→ **What is needed**:
Taking the listing below, restate word for word each line from the line with "ring pip: (219, 37)" to the line with "pinky tip: (387, 120)", ends included, and stop there.

→ **Record set**:
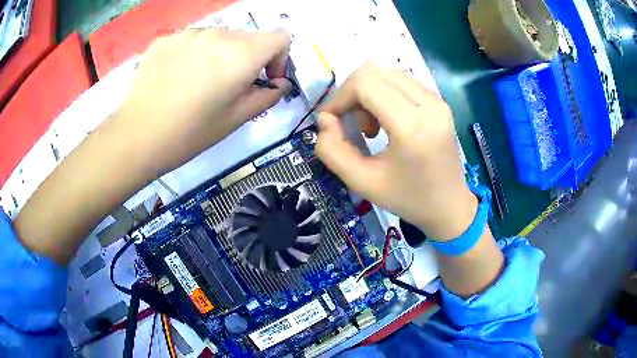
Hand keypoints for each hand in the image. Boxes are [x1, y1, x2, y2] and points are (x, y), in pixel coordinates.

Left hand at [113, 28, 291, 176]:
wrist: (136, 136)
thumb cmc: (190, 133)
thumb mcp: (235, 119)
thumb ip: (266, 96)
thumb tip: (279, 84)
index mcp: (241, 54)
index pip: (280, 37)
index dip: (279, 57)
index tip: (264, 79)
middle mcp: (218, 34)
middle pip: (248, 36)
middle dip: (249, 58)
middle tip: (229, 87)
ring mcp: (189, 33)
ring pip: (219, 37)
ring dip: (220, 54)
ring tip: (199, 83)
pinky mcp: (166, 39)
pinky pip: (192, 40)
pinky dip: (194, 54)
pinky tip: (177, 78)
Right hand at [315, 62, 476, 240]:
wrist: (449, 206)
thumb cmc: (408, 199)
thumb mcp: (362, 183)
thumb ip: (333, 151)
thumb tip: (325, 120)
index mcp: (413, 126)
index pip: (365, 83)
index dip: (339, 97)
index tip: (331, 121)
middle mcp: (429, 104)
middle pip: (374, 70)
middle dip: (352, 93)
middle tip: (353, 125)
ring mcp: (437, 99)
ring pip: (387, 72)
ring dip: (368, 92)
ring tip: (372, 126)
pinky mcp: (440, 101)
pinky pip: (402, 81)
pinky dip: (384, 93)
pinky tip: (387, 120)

==

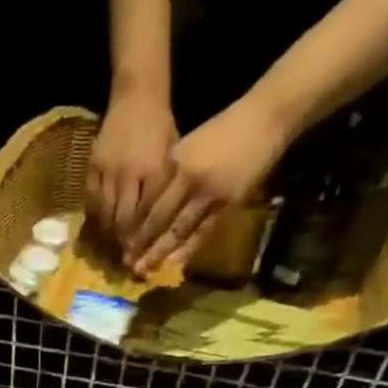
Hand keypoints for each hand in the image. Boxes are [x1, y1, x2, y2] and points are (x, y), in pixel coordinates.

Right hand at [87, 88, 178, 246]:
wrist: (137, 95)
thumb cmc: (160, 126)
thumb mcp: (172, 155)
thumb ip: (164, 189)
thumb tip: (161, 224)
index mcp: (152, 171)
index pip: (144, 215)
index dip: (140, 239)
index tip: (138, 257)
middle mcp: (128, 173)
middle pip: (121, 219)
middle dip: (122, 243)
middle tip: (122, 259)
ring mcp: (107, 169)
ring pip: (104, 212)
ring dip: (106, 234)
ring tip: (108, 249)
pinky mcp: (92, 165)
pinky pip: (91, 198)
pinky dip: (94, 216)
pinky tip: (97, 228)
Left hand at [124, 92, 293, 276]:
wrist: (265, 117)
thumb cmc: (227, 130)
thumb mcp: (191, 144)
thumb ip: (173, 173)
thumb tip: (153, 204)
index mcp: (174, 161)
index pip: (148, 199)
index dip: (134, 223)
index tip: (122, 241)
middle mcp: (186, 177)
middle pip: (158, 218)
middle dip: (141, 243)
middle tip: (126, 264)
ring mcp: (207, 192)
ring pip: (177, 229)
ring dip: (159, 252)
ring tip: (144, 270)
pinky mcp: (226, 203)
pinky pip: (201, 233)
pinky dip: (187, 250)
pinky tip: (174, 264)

==

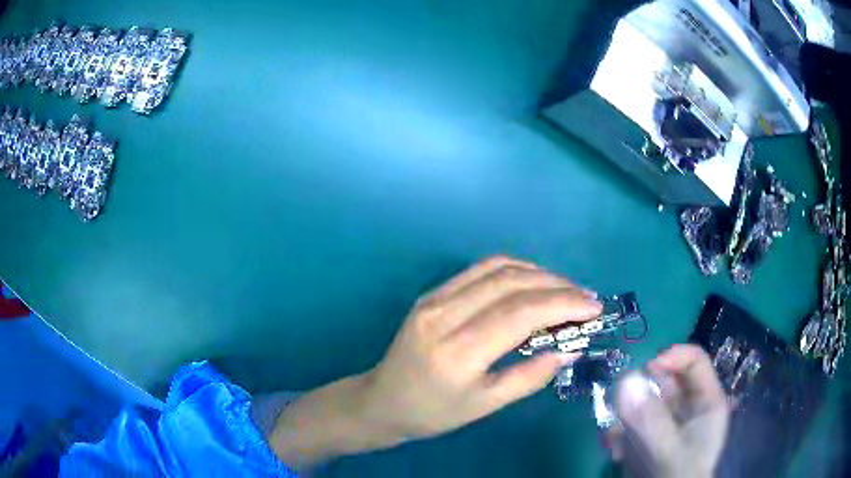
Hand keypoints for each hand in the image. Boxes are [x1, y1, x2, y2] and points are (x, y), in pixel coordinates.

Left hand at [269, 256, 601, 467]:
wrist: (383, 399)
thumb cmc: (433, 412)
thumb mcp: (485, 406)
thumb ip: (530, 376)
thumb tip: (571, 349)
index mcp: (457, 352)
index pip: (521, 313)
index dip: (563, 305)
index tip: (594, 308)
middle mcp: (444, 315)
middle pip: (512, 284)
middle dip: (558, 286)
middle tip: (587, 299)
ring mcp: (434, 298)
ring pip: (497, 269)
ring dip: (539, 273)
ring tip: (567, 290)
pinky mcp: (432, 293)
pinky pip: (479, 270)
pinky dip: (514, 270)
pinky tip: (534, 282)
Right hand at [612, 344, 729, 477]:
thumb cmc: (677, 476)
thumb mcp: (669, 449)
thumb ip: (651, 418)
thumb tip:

→ **Completed exercise**:
ring pip: (219, 37)
ring dip: (220, 54)
ring tip: (199, 83)
pinky mcp: (166, 39)
pinky pip: (192, 40)
pinky dip: (194, 54)
pinky tip: (177, 78)
Right hand at [315, 62, 476, 240]:
wrist: (449, 206)
thumb cmc: (408, 199)
thumb mcp: (362, 183)
thumb ip: (333, 151)
thumb tip: (325, 120)
index mcp: (413, 126)
index pip: (365, 83)
index dip: (339, 97)
index tip: (331, 121)
middle mcp: (429, 104)
middle pip: (374, 70)
middle dip: (352, 93)
middle tip: (353, 125)
ring mcp: (437, 99)
ring pip: (387, 72)
ring dip: (368, 92)
ring tip: (372, 126)
pinky mcp: (440, 101)
pinky pip: (402, 81)
pinky dip: (384, 93)
pinky tip: (387, 120)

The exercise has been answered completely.